Inactivation of APE1 throughout the nervous system. (A) Western blot analysis of various tissues shows that APE1 (∼35 kDa) is deleted in neural tissue (cerebellum and cortex), while normal protein levels are seen in the liver and spleen. Residual APE1 in the Nes-Cre mice is due to blood/lymphocytes, as no protein is detected by immunohistochemistry in perfused tissue. (B) Without intervention, mice with Ape1 deleted in the nervous system (Ape1^Nes-cre) survive only to 3 wk of age. (C) Comparative size of control and Ape1^Nes-cre animals at 4 wk of age shows the mutants fail to thrive, and substantial weight reduction is apparent. Inactivation of p53 does not rescue this Ape1^Nes-cre phenotype. ***P < 0.0002. (D) P9 development of the cerebellum is markedly affected in the Ape1^Nes-cre animals, with a disorganization of Purkinje cells (calbindin immunostaining) due to a loss of granule neurons. Interneurons are also lost, as indicated by Pax2 immunostaining. GCL, granule cell layer; PC, Purkinje cells. (E) Mice in which both Ape1 and p53 have been deleted show partial rescue of the cerebellar phenotype. Substantial postnatal cerebellar folia development is found in the (Ape1;p53)^Nes-cre tissue, as shown using CAR8 immunostaining to identify Purkinje cells.
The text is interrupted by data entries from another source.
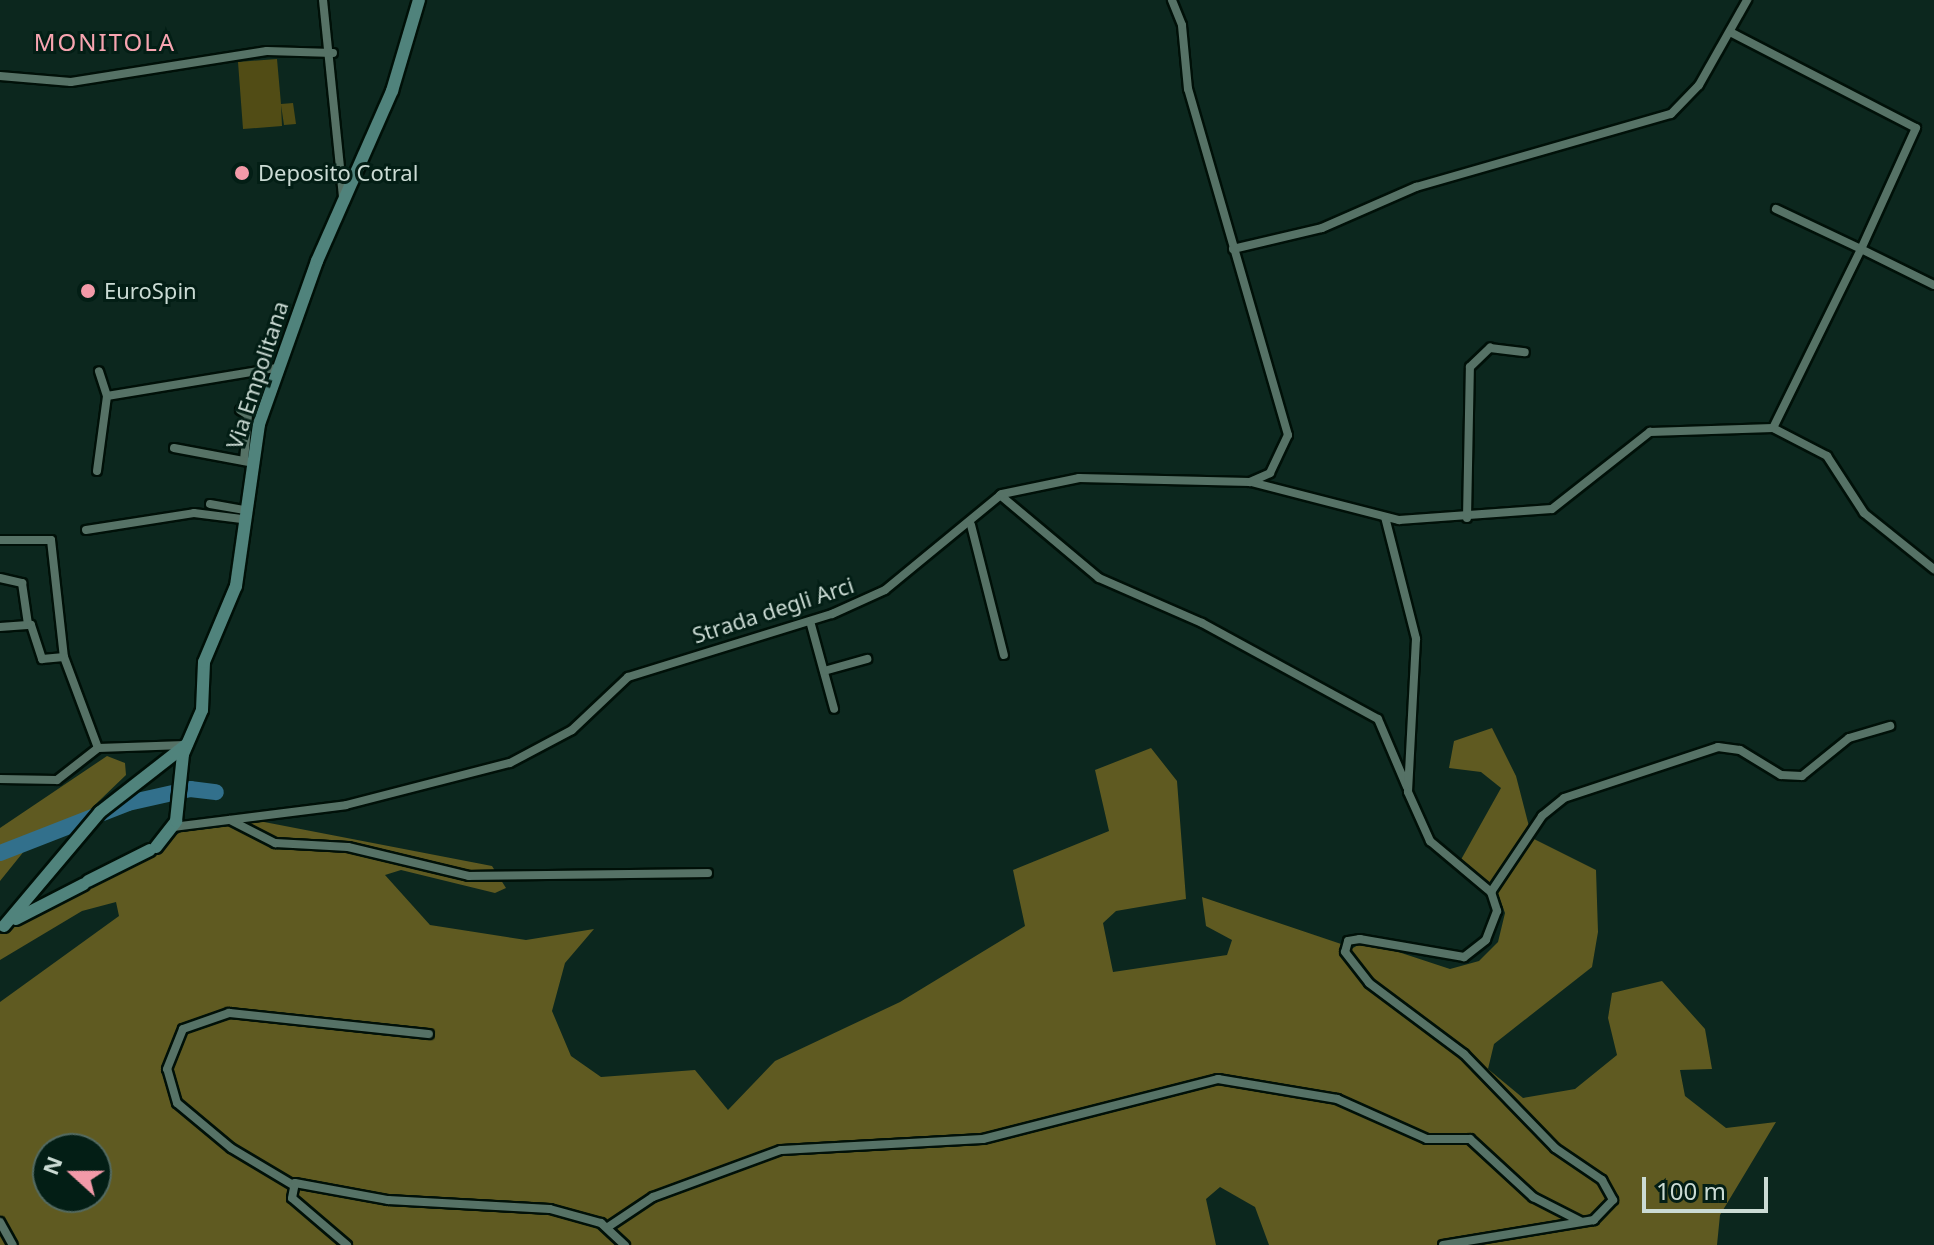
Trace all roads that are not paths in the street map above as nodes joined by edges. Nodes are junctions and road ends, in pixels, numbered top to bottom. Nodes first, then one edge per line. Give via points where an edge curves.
1 (323, 0) edge
2 (419, 0) edge
3 (1172, 0) edge
4 (1747, 0) edge
5 (1730, 32) junction
6 (333, 53) junction
7 (0, 76) edge
8 (344, 203) junction
9 (1776, 209) dead end
10 (1233, 249) junction
11 (1861, 249) junction
12 (1934, 285) edge
13 (1525, 352) dead end
14 (277, 368) junction
15 (99, 371) dead end
16 (107, 396) junction
17 (240, 410) dead end
18 (1773, 428) junction
19 (174, 448) dead end
20 (246, 462) junction
21 (97, 471) dead end
22 (1250, 482) junction
23 (1000, 495) junction
24 (210, 504) dead end
25 (242, 515) junction
26 (1385, 517) junction
27 (1467, 518) junction
28 (971, 525) junction
29 (86, 530) dead end
30 (0, 540) edge
31 (1934, 569) edge
32 (0, 578) edge
33 (810, 621) junction
34 (28, 624) junction
35 (0, 627) edge
36 (1004, 655) dead end
37 (64, 657) junction
38 (867, 659) dead end
39 (824, 671) junction
40 (834, 709) dead end
41 (1890, 726) dead end
42 (186, 745) junction
43 (98, 748) junction
44 (157, 765) junction
45 (180, 773) junction
46 (0, 779) edge
47 (1408, 792) junction
48 (230, 820) junction
49 (175, 822) junction
50 (708, 873) dead end
51 (51, 877) junction
52 (1491, 892) junction
53 (62, 895) junction
54 (2, 927) edge
55 (429, 1034) dead end
56 (293, 1185) junction
57 (0, 1222) edge
58 (1584, 1222) junction
59 (608, 1227) junction
60 (13, 1245) edge
61 (347, 1245) edge
62 (625, 1245) edge
63 (1443, 1245) edge

1 - 6 street
2 - 8 main road, Via Empolitana via 395,84
3 - 10 street
4 - 5 street
5 - 10 street via 1695,91 1665,117 1416,187 1317,230
5 - 11 street via 1915,126
6 - 7 street via 267,51 71,82
6 - 8 street
8 - 14 main road, Via Empolitana
9 - 11 street
10 - 22 street via 1288,438 1275,468
11 - 12 street
11 - 18 street
13 - 27 street via 1493,348 1470,367
14 - 16 street
14 - 20 main road, Via Empolitana
15 - 16 street
16 - 21 street
17 - 20 street via 248,415
18 - 27 street via 1658,429 1557,508
18 - 31 street via 1827,456 1864,513
19 - 20 street
20 - 25 main road, Via Empolitana
22 - 23 street via 1088,477
22 - 26 street
23 - 28 street, Strada degli Arci
23 - 47 street via 1099,578 1202,623 1378,719
24 - 25 street
25 - 29 street via 188,514
25 - 42 main road, Via Empolitana via 234,592 205,660 201,716
26 - 27 street
26 - 47 street via 1416,639
28 - 33 street, Strada degli Arci via 899,582
28 - 36 street
30 - 37 street via 51,540
32 - 34 street via 22,583
33 - 39 street
33 - 48 street, Strada degli Arci via 628,677 572,730 505,765 346,805
34 - 35 street
34 - 37 street via 42,659
37 - 43 street
38 - 39 street
39 - 40 street
41 - 52 street via 1846,739 1804,776 1778,774 1740,750 1718,747 1569,796 1542,816
42 - 43 street
42 - 44 main road
42 - 45 main road, Via Empolitana
43 - 46 street via 57,780
44 - 45 main road
44 - 51 main road via 95,817
45 - 49 main road, Via Empolitana
47 - 52 street via 1434,846
48 - 49 street, Strada degli Arci
48 - 50 street via 275,843 348,847 469,876
49 - 53 main road via 153,848
51 - 53 main road via 52,890
51 - 54 main road
52 - 58 street via 1493,927 1468,955 1431,956 1356,939 1345,952 1374,987 1464,1054 1555,1148 1605,1183 1612,1207
53 - 54 main road
55 - 56 street via 229,1013 183,1029 167,1069 177,1103 231,1148
56 - 59 street via 314,1182 388,1200 537,1207
56 - 61 street via 292,1198
57 - 60 street
58 - 59 street via 1533,1197 1470,1139 1427,1139 1337,1099 1213,1079 991,1138 781,1150 653,1197
58 - 63 street
59 - 62 street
The WT image is a two-panel composite to allow presentation of the full cerebellum. (F) Interneurons are markedly reduced in the mutant (Ape1;p53)^Nes-cre cerebellum, indicating that while loss of p53 rescues a large fraction of granule neurons, stellate and basket interneurons of the molecular layer are not rescued, as indicated by Nissl and parvalbumin staining. GCL, granule cell layer; ML, molecular layer; PC, Purkinje cells. (G) DNA damage is widespread in the developing cerebellum as shown using γH2AX. The Inset shows the typical γH2AX puncta of DNA damage rather than the pan-γH2AX present in apoptotic cells. (H) The loss of granule neurons occurs via apoptosis as the early P5 postnatal cerebellum contains many TUNEL⁺ cells.